:: ASSIGNMENT ::
Look below for the line that has "middle mcp: (1205, 418)". Set down the lines from there through the line that has "ring dip: (143, 342)", exactly as written.

(Pose estimation data)
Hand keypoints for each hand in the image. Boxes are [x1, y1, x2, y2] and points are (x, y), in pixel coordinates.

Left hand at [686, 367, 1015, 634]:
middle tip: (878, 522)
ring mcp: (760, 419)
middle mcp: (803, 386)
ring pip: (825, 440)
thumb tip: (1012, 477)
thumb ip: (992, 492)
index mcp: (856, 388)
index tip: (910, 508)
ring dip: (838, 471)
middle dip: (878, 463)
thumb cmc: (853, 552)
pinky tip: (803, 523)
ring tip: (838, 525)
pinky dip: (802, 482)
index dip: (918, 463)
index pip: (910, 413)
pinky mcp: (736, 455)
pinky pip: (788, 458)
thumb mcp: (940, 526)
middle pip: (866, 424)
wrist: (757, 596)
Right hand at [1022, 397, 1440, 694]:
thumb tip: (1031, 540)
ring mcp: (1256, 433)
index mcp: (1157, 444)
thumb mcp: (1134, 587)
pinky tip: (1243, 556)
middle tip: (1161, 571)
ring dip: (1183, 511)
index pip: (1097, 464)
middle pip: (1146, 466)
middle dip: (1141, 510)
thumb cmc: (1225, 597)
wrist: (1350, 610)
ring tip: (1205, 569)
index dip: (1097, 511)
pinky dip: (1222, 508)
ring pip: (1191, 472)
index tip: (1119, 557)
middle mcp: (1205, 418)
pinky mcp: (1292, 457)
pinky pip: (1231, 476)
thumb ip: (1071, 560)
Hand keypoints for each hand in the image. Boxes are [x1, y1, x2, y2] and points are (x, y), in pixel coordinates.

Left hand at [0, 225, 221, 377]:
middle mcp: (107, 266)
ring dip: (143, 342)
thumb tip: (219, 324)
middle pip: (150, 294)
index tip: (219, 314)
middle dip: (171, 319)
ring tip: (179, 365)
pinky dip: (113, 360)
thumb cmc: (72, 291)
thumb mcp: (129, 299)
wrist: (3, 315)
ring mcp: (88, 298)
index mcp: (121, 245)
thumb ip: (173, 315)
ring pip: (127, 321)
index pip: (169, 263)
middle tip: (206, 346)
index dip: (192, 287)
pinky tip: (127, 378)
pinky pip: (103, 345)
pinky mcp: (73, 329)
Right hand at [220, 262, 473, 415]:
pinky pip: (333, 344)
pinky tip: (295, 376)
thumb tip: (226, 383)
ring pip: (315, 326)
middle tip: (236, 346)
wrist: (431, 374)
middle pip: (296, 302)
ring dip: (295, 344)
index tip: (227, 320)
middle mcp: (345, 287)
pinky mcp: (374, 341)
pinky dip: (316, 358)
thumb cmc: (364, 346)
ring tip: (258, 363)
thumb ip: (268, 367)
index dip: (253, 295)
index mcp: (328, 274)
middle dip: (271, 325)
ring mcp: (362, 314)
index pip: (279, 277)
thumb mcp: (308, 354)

:: REPLY ::
middle mcp: (1205, 418)
pinky mcp: (1292, 457)
pinky pip: (1231, 476)
thumb ip: (1071, 560)
Hand keypoints for each hand in the image. Boxes are [x1, y1, x2, y2] and points are (x, y), in pixel coordinates.

Left hand at [0, 225, 221, 377]:
middle mcp: (107, 266)
ring dip: (143, 342)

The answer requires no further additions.